Questa lettura è confermata anche dal sistematico contenimento che Polanski esercita sulla materia emotiva del film, evitando saggiamente di scadere in una retorica che avrebbe imbolsito e svilito l’insieme, a scapito di ciò che costituisce il nocciolo della messa in scena. Pure la recitazione degli attori – bravissimo, in tal senso, Jean Dujardin, nei panni del tenente colonnello Picquart, così come Louis Garrel, in quelli del dimesso e sconsolato capitano Dreyfus – è in sottrazione, nonostante vi siano non pochi passaggi diegetici che avrebbero consentito di prodursi in improvvise impennate. Infine, la fotografia di Paweł Edelman, che trattiene l’intensità del colore in favore di un cromatismo sobrio e omogeneo, restituendo quasi la patina ottenebrante del tempo trascorso, è l’ulteriore elemento che rivela la netta volontà di eliminare l’aspetto spettacolare, costringendo chi guarda a concentrarsi sulla sostanza, senza indugiare su una forma stucchevolmente estetizzante.

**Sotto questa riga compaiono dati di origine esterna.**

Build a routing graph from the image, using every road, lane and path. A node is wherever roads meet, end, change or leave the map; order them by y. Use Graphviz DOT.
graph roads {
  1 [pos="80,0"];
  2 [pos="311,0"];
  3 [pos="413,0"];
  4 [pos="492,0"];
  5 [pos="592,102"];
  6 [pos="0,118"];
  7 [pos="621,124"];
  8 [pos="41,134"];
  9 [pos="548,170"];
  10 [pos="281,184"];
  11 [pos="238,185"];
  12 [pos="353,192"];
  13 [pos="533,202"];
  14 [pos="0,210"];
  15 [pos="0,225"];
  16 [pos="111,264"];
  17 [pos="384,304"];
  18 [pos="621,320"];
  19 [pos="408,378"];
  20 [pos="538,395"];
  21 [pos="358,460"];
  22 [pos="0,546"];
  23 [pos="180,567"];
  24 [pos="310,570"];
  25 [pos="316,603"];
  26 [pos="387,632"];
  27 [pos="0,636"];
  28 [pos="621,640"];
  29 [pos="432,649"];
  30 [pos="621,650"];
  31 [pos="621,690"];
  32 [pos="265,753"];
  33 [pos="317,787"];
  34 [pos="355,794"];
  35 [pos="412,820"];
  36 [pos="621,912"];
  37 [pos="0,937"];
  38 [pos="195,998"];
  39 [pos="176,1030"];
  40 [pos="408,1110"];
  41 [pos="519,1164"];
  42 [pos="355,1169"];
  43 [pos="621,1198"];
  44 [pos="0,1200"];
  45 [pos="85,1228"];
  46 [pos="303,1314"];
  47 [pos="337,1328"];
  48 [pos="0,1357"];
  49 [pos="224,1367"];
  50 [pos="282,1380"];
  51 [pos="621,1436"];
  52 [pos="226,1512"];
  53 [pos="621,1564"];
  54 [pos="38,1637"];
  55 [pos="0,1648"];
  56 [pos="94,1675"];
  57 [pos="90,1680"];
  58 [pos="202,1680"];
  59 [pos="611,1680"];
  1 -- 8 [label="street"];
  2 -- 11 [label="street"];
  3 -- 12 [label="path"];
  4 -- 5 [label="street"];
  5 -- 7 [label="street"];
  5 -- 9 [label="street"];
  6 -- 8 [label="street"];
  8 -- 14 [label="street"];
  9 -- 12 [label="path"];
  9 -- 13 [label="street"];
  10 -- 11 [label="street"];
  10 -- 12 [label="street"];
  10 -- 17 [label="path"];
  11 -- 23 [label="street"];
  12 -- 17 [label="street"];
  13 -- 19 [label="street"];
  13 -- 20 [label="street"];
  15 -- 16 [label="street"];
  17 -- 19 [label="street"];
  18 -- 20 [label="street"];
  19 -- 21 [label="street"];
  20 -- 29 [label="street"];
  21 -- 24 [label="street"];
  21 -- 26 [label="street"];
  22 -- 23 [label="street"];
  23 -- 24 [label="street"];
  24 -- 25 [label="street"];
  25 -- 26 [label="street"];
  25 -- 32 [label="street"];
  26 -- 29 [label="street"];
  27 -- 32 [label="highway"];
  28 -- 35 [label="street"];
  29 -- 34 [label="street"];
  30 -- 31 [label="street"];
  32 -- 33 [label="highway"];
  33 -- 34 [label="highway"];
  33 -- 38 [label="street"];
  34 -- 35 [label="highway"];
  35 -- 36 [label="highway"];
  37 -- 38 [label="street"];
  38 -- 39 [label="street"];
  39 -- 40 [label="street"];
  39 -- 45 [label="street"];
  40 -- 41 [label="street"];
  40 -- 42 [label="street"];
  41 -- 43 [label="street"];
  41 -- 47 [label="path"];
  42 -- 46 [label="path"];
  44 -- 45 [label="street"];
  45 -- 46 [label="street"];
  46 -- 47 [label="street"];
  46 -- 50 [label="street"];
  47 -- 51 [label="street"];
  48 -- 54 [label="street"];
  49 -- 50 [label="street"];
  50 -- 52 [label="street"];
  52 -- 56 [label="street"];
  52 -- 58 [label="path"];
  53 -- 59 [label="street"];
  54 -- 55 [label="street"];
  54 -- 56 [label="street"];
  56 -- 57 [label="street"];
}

In questo senso, allora, L’ufficiale e la spia si rivela paradigmatico anche e soprattutto in riferimento alla nostra contemporaneità, giacché non poche volte si è verificata, specialmente negli ultimi tempi, la diffusione di notizie tendenziose atte a discreditare, con metodo, il malcapitato di turno. Emerge, dunque, un secondo piano di lettura – concatenato a quello più generale del concetto di Verità – che costituisce un monito sulle “narrazioni” che il Potere mette in circolo per garantirsi la più duratura sopravvivenza. Ma se ai tempi di Dreyfus era ancora possibile trovare il nemico contro cui lottare e fare resistenza, nella nostra epoca, drammaticamente tragicomica, segnata dall’evaporazione di qualunque punto di riferimento, ci si ritrova completamente disorientati, e ciò che ne deriva è una buffa caccia ai fantasmi. Roman Polanski è tornato con un film eccellente per raccontarci il passato e farci riflettere sul presente, confermandosi, ancora una volta, un grandissimo autore, che nessuna campagna diffamatoria posticcia potrà mai mettere in discussione.